Retinal ganglion cells (RGCs) are the sole output neurons of the retina and convey visual information to the brain via their axons in the optic nerve. Following an injury to the optic nerve, RGCs axons degenerate and many cells die. For example, a surgical model of compressive axon injury, the optic nerve crush (ONC), kills ~80% of RGCs after two weeks. Surviving cells are biased towards certain 'resilient' types, including several types that originally produced sustained firing to light stimulation. RGC survival may depend on activity level, and there is a limited understanding of how or why activity changes following optic nerve injury. Here we quantified the electrophysiological properties of a highly resilient RGC type, the sustained ON-Alpha RGC, seven days post-ONC with extracellular and whole-cell patch clamp recording. Both light- and current-driven firing were reduced after ONC, but synaptic inputs were largely intact. Resting membrane potential and input resistance were relatively unchanged, while voltage-gated currents were impaired, including a reduction in voltage-gated sodium channel density in the axon initial segment and function. Hyperpolarization or chelation of intracellular calcium partially rescued firing rates.

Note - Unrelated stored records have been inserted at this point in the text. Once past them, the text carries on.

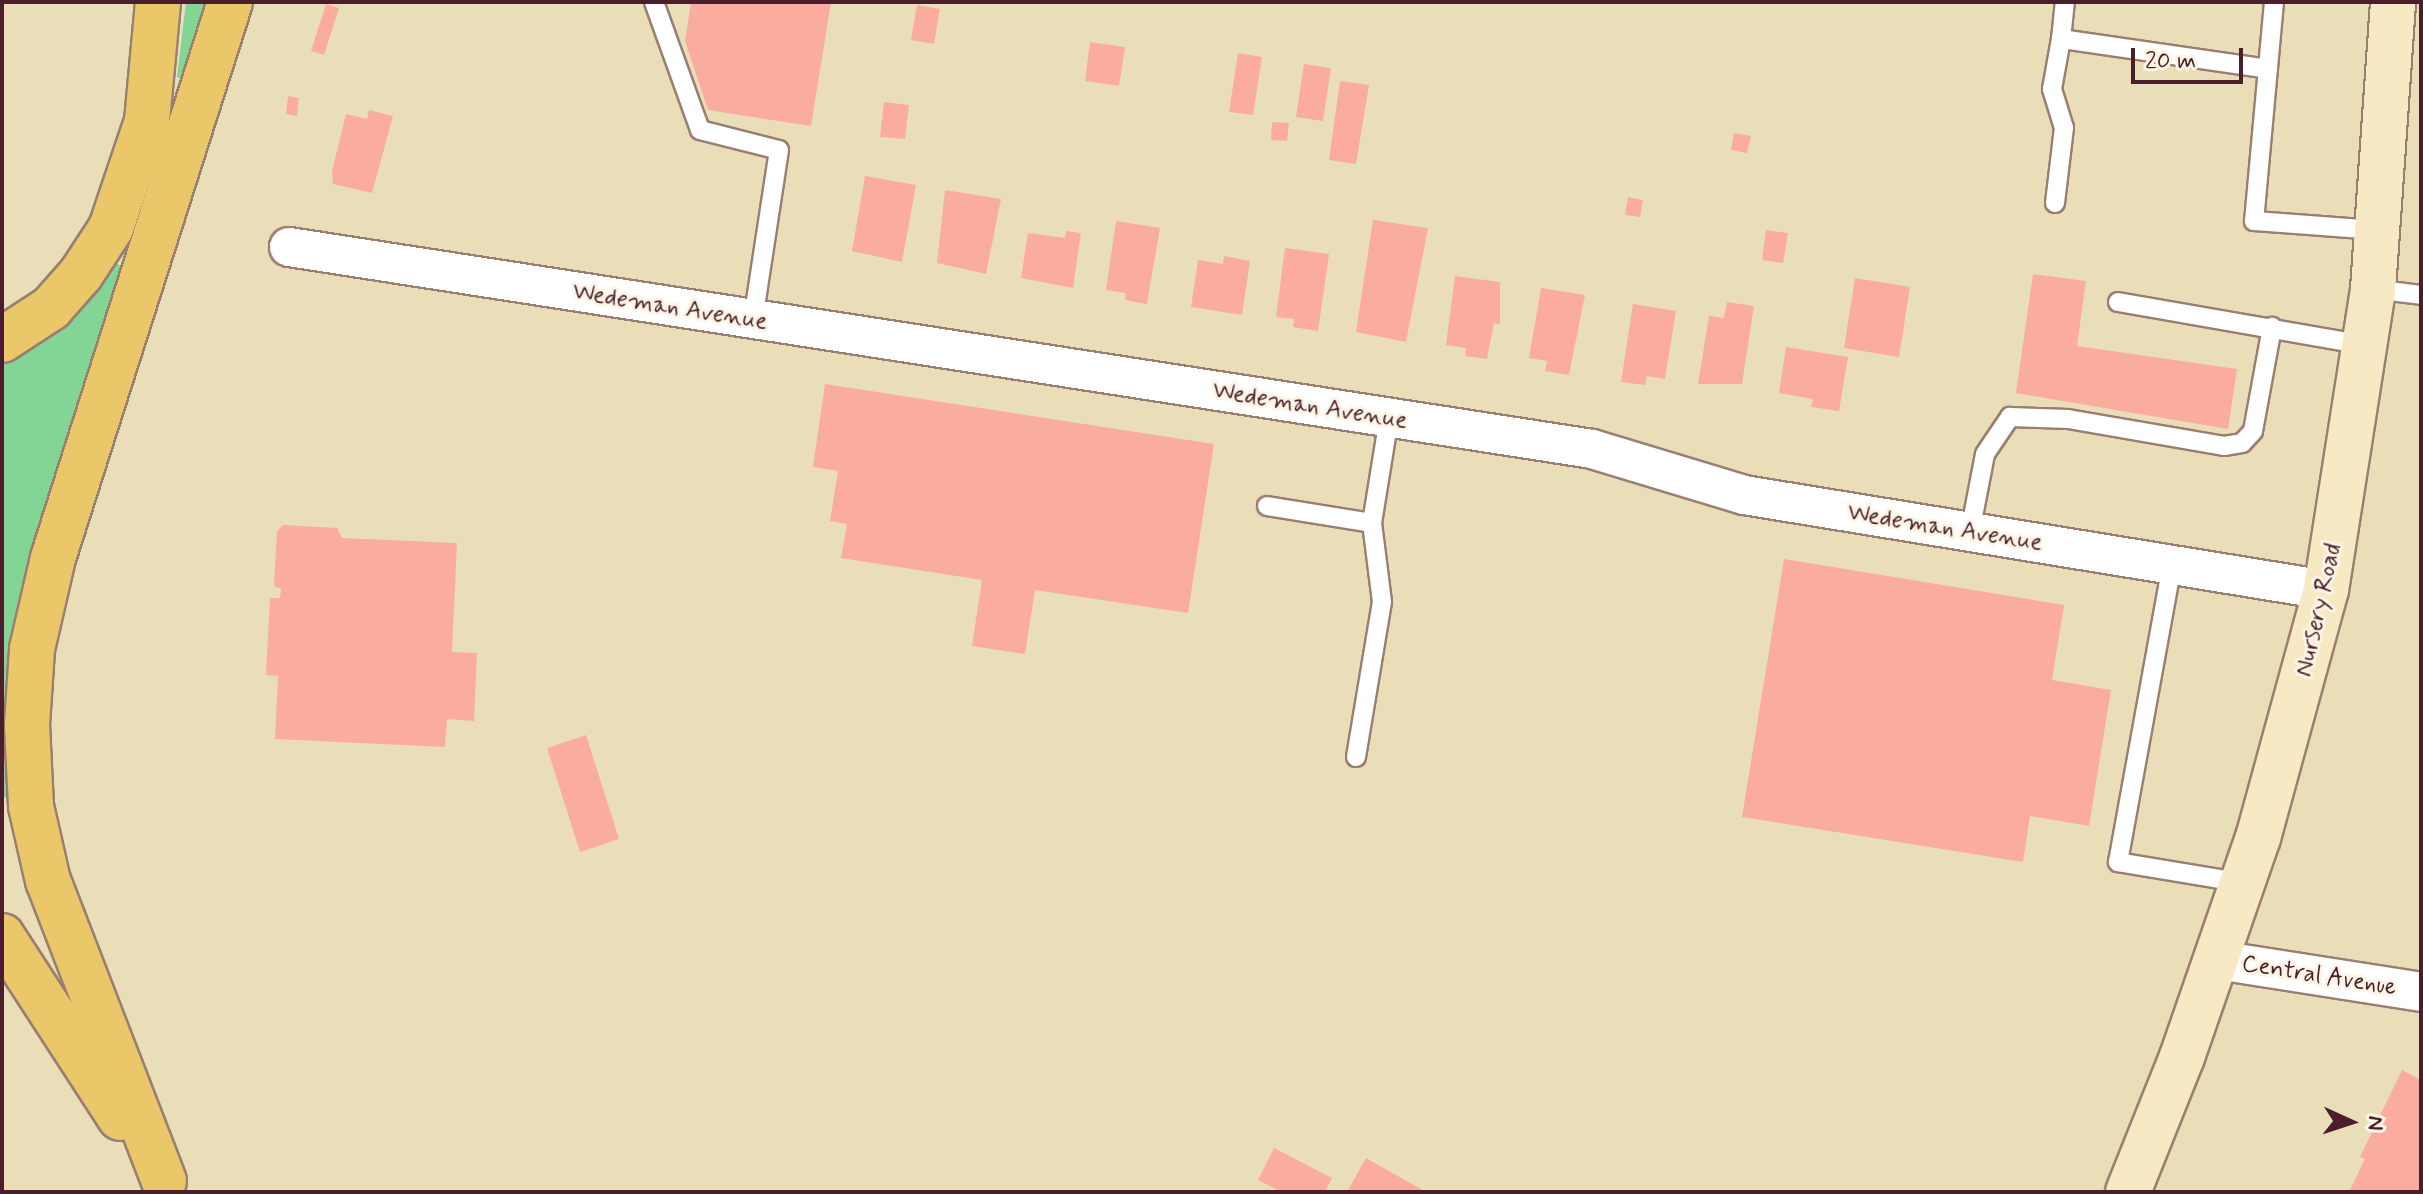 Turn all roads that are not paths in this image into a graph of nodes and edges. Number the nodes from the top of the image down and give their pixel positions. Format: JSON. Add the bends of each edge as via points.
{"nodes":[{"id":1,"x":158,"y":2,"type":"edge"},
{"id":2,"x":230,"y":2,"type":"edge"},
{"id":3,"x":654,"y":2,"type":"edge"},
{"id":4,"x":2065,"y":2,"type":"edge"},
{"id":5,"x":2274,"y":2,"type":"edge"},
{"id":6,"x":2393,"y":2,"type":"edge"},
{"id":7,"x":2061,"y":39,"type":"junction"},
{"id":8,"x":2268,"y":69,"type":"junction"},
{"id":9,"x":2055,"y":203,"type":"dead end"},
{"id":10,"x":2377,"y":230,"type":"junction"},
{"id":11,"x":289,"y":247,"type":"dead end"},
{"id":12,"x":2373,"y":289,"type":"junction"},
{"id":13,"x":2421,"y":295,"type":"edge"},
{"id":14,"x":2118,"y":302,"type":"dead end"},
{"id":15,"x":753,"y":319,"type":"junction"},
{"id":16,"x":2272,"y":327,"type":"junction"},
{"id":17,"x":2,"y":340,"type":"edge"},
{"id":18,"x":2365,"y":345,"type":"junction"},
{"id":19,"x":1389,"y":418,"type":"junction"},
{"id":20,"x":1267,"y":506,"type":"dead end"},
{"id":21,"x":1372,"y":523,"type":"junction"},
{"id":22,"x":1970,"y":532,"type":"junction"},
{"id":23,"x":2172,"y":565,"type":"junction"},
{"id":24,"x":2326,"y":590,"type":"junction"},
{"id":25,"x":1356,"y":757,"type":"dead end"},
{"id":26,"x":2243,"y":883,"type":"junction"},
{"id":27,"x":2,"y":936,"type":"edge"},
{"id":28,"x":2217,"y":960,"type":"junction"},
{"id":29,"x":2421,"y":992,"type":"edge"},
{"id":30,"x":168,"y":1186,"type":"edge"},
{"id":31,"x":2128,"y":1192,"type":"edge"}],
"edges":[{"from":1,"to":17,"type":"highway","via":[[147,121],[111,228],[51,308]]},
{"from":2,"to":30,"type":"highway","via":[[53,558],[32,649],[28,710],[31,806],[48,881]]},
{"from":3,"to":15,"type":"lane","via":[[700,130],[779,150]]},
{"from":4,"to":7,"type":"lane"},
{"from":5,"to":8,"type":"lane"},
{"from":6,"to":10,"type":"main road","name":"Nursery Road"},
{"from":7,"to":8,"type":"lane"},
{"from":7,"to":9,"type":"lane","via":[[2052,89],[2064,128]]},
{"from":8,"to":10,"type":"lane","via":[[2254,221]]},
{"from":10,"to":12,"type":"main road","name":"Nursery Road"},
{"from":11,"to":15,"type":"street","name":"Wedeman Avenue"},
{"from":12,"to":13,"type":"lane"},
{"from":12,"to":18,"type":"main road","name":"Nursery Road"},
{"from":14,"to":16,"type":"lane"},
{"from":15,"to":19,"type":"street","name":"Wedeman Avenue"},
{"from":16,"to":18,"type":"lane"},
{"from":16,"to":22,"type":"lane","via":[[2253,431],[2242,443],[2224,446],[2068,419],[2010,417],[1985,454]]},
{"from":18,"to":24,"type":"main road","name":"Nursery Road"},
{"from":19,"to":21,"type":"lane"},
{"from":19,"to":22,"type":"street","name":"Wedeman Avenue","via":[[1592,449],[1744,495]]},
{"from":20,"to":21,"type":"lane"},
{"from":21,"to":25,"type":"lane","via":[[1382,602]]},
{"from":22,"to":23,"type":"street","name":"Wedeman Avenue"},
{"from":23,"to":24,"type":"street","name":"Wedeman Avenue"},
{"from":23,"to":26,"type":"lane","via":[[2118,862]]},
{"from":24,"to":26,"type":"main road","name":"Nursery Road"},
{"from":26,"to":28,"type":"main road","name":"Nursery Road"},
{"from":27,"to":30,"type":"highway"},
{"from":28,"to":29,"type":"street","name":"Central Avenue"},
{"from":28,"to":31,"type":"main road","name":"Nursery Road"}]}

These data suggest that an injured resilient RGC reduces its activity by a combination of reduced voltage-gated channel expression and function and downregulation of intrinsic excitability via a Ca2+-dependent mechanism without substantial changes in synaptic input. Reduced excitability may be due to degradation of the axon but could also be energetically beneficial for injured RGCs, preserving cellular energy for survival and regeneration. ### Competing Interest Statement The authors have declared no competing interest.